Every record is to be transcribed exactly as written.

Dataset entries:
————

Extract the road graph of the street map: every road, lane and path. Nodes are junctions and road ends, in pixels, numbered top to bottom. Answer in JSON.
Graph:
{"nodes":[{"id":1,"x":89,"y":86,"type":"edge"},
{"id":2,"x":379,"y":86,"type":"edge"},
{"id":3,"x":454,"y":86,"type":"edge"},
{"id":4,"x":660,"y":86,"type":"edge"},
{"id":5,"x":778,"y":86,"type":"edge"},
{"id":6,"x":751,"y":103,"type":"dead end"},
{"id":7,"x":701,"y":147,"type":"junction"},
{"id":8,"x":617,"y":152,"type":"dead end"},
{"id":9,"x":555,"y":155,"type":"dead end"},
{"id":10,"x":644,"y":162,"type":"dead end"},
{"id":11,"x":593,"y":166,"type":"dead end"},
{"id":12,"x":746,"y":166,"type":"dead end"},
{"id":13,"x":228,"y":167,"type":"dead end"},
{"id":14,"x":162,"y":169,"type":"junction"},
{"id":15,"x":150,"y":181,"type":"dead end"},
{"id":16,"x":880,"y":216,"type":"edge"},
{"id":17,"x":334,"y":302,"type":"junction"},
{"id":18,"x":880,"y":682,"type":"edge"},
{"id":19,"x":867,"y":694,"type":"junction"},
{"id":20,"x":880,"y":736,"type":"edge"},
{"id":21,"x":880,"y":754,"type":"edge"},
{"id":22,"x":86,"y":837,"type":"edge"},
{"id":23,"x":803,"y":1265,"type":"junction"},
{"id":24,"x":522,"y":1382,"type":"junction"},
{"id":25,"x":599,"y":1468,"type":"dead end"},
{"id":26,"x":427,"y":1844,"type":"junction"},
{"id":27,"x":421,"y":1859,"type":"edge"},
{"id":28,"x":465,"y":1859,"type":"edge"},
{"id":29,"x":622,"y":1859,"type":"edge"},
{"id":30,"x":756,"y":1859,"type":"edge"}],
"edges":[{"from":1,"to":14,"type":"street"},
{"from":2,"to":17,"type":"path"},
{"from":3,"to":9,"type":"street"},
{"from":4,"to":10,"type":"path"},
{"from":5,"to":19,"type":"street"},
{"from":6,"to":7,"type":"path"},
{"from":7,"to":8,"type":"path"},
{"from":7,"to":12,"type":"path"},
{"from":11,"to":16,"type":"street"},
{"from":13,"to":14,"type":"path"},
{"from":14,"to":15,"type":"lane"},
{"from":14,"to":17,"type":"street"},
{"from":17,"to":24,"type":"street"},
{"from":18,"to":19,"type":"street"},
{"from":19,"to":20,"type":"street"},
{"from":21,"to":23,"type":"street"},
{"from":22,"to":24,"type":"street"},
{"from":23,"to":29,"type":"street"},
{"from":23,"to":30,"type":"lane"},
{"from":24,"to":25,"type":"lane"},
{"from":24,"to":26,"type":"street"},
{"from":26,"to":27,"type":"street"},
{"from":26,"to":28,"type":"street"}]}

————

== ANSWER BELOW ==
Extract the road graph of the street map: every road, lane and path. Nodes are junctions and road ends, in pixels, numbered top to bottom. Answer in JSON.
Graph:
{"nodes":[{"id":1,"x":89,"y":86,"type":"edge"},
{"id":2,"x":379,"y":86,"type":"edge"},
{"id":3,"x":454,"y":86,"type":"edge"},
{"id":4,"x":660,"y":86,"type":"edge"},
{"id":5,"x":778,"y":86,"type":"edge"},
{"id":6,"x":751,"y":103,"type":"dead end"},
{"id":7,"x":701,"y":147,"type":"junction"},
{"id":8,"x":617,"y":152,"type":"dead end"},
{"id":9,"x":555,"y":155,"type":"dead end"},
{"id":10,"x":644,"y":162,"type":"dead end"},
{"id":11,"x":593,"y":166,"type":"dead end"},
{"id":12,"x":746,"y":166,"type":"dead end"},
{"id":13,"x":228,"y":167,"type":"dead end"},
{"id":14,"x":162,"y":169,"type":"junction"},
{"id":15,"x":150,"y":181,"type":"dead end"},
{"id":16,"x":880,"y":216,"type":"edge"},
{"id":17,"x":334,"y":302,"type":"junction"},
{"id":18,"x":880,"y":682,"type":"edge"},
{"id":19,"x":867,"y":694,"type":"junction"},
{"id":20,"x":880,"y":736,"type":"edge"},
{"id":21,"x":880,"y":754,"type":"edge"},
{"id":22,"x":86,"y":837,"type":"edge"},
{"id":23,"x":803,"y":1265,"type":"junction"},
{"id":24,"x":522,"y":1382,"type":"junction"},
{"id":25,"x":599,"y":1468,"type":"dead end"},
{"id":26,"x":427,"y":1844,"type":"junction"},
{"id":27,"x":421,"y":1859,"type":"edge"},
{"id":28,"x":465,"y":1859,"type":"edge"},
{"id":29,"x":622,"y":1859,"type":"edge"},
{"id":30,"x":756,"y":1859,"type":"edge"}],
"edges":[{"from":1,"to":14,"type":"street"},
{"from":2,"to":17,"type":"path"},
{"from":3,"to":9,"type":"street"},
{"from":4,"to":10,"type":"path"},
{"from":5,"to":19,"type":"street"},
{"from":6,"to":7,"type":"path"},
{"from":7,"to":8,"type":"path"},
{"from":7,"to":12,"type":"path"},
{"from":11,"to":16,"type":"street"},
{"from":13,"to":14,"type":"path"},
{"from":14,"to":15,"type":"lane"},
{"from":14,"to":17,"type":"street"},
{"from":17,"to":24,"type":"street"},
{"from":18,"to":19,"type":"street"},
{"from":19,"to":20,"type":"street"},
{"from":21,"to":23,"type":"street"},
{"from":22,"to":24,"type":"street"},
{"from":23,"to":29,"type":"street"},
{"from":23,"to":30,"type":"lane"},
{"from":24,"to":25,"type":"lane"},
{"from":24,"to":26,"type":"street"},
{"from":26,"to":27,"type":"street"},
{"from":26,"to":28,"type":"street"}]}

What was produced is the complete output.